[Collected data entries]
- - - - - - -
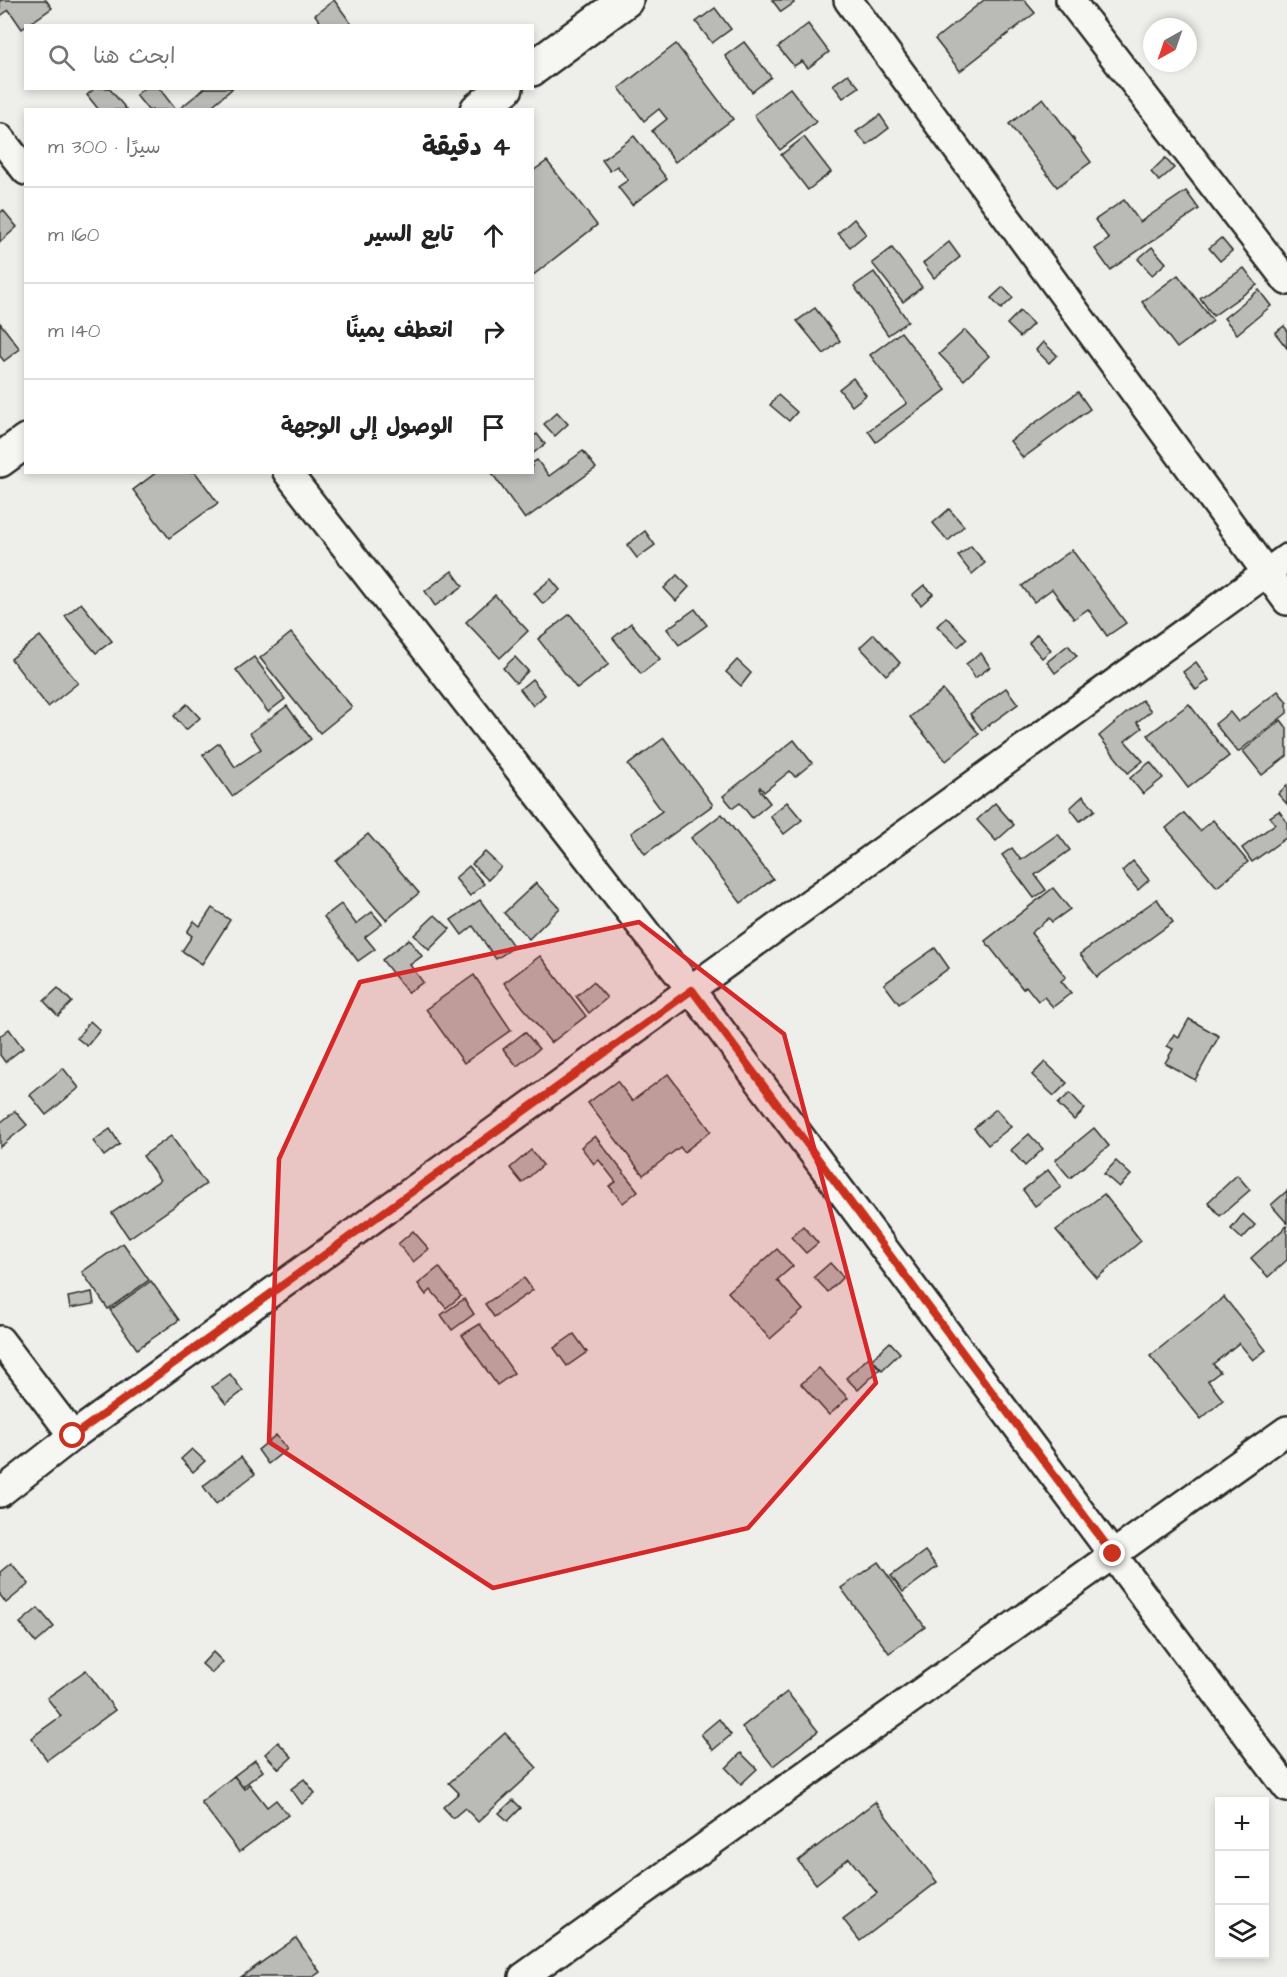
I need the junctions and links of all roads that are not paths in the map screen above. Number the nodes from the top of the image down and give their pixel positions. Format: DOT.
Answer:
graph roads {
  1 [pos="626,0"];
  2 [pos="848,0"];
  3 [pos="1070,0"];
  4 [pos="534,68"];
  5 [pos="503,90"];
  6 [pos="480,108"];
  7 [pos="0,138"];
  8 [pos="24,168"];
  9 [pos="1287,281"];
  10 [pos="24,442"];
  11 [pos="0,460"];
  12 [pos="290,474"];
  13 [pos="1287,558"];
  14 [pos="1266,574"];
  15 [pos="1287,601"];
  16 [pos="692,990"];
  17 [pos="0,1340"];
  18 [pos="1287,1430"];
  19 [pos="73,1436"];
  20 [pos="0,1493"];
  21 [pos="1113,1554"];
  22 [pos="1287,1788"];
  23 [pos="523,1977"];
  1 -- 4 [label="street"];
  2 -- 14 [label="street"];
  3 -- 9 [label="street"];
  5 -- 6 [label="street"];
  7 -- 8 [label="street"];
  10 -- 11 [label="street"];
  12 -- 16 [label="street"];
  13 -- 14 [label="street"];
  14 -- 15 [label="street"];
  14 -- 16 [label="street"];
  16 -- 19 [label="street"];
  16 -- 21 [label="street"];
  17 -- 19 [label="street"];
  18 -- 21 [label="street"];
  19 -- 20 [label="street"];
  21 -- 22 [label="street"];
  21 -- 23 [label="street"];
}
- - - - - - -
• [What the task asks]
Please copy the data shown above precisely, leaving the images out.

• [Solution for this exercise]
I need the junctions and links of all roads that are not paths in the map screen above. Number the nodes from the top of the image down and give their pixel positions. Format: DOT.
Answer:
graph roads {
  1 [pos="626,0"];
  2 [pos="848,0"];
  3 [pos="1070,0"];
  4 [pos="534,68"];
  5 [pos="503,90"];
  6 [pos="480,108"];
  7 [pos="0,138"];
  8 [pos="24,168"];
  9 [pos="1287,281"];
  10 [pos="24,442"];
  11 [pos="0,460"];
  12 [pos="290,474"];
  13 [pos="1287,558"];
  14 [pos="1266,574"];
  15 [pos="1287,601"];
  16 [pos="692,990"];
  17 [pos="0,1340"];
  18 [pos="1287,1430"];
  19 [pos="73,1436"];
  20 [pos="0,1493"];
  21 [pos="1113,1554"];
  22 [pos="1287,1788"];
  23 [pos="523,1977"];
  1 -- 4 [label="street"];
  2 -- 14 [label="street"];
  3 -- 9 [label="street"];
  5 -- 6 [label="street"];
  7 -- 8 [label="street"];
  10 -- 11 [label="street"];
  12 -- 16 [label="street"];
  13 -- 14 [label="street"];
  14 -- 15 [label="street"];
  14 -- 16 [label="street"];
  16 -- 19 [label="street"];
  16 -- 21 [label="street"];
  17 -- 19 [label="street"];
  18 -- 21 [label="street"];
  19 -- 20 [label="street"];
  21 -- 22 [label="street"];
  21 -- 23 [label="street"];
}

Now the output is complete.